In a recent collaboration with Nicolò Volpato I used More Fields Worpdress plugin to implement a shopping cart.
More Fields is a lightweight plugin (compared to Flutter) that add custom fields and give the ability to create new type of contents. If you use it, you’ll find my plugin More Fields API very helpful.
I wrote this one-file plugin to give a better interface for theme developers. It’s coded in object-oriented paradigm, and requires PHP 5. Just copy the file in the plugins folder and activate it. You are free to use this code as you like.
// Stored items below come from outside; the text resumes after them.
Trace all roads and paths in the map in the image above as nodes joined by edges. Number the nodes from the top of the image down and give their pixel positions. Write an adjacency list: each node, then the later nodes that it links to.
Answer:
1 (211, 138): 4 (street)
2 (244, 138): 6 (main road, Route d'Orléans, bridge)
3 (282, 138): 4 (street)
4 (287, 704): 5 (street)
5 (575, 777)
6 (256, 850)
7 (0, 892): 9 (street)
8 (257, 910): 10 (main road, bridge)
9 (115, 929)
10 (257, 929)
Hide custom types from the Loop
The single most useful function here is mfAPI::activate_filter(). Just call it on top of your functions.php and you’ll filter out all the custom types from the usual Worpress flow.
This is especially handy if you derived a custom type from posts. In my case I created a type called “product”. Without this trick, I had products popping out everywhere on the blog.
In case you used Wordpress get_posts() function you should replace it with $wp_query->get_posts() because get_posts is not filtered.
If you use $wp_query->get_posts() a lot, sometimes you’ll notice Wordpress may get crazy results. To fix this call $wp_query->init() before get_posts.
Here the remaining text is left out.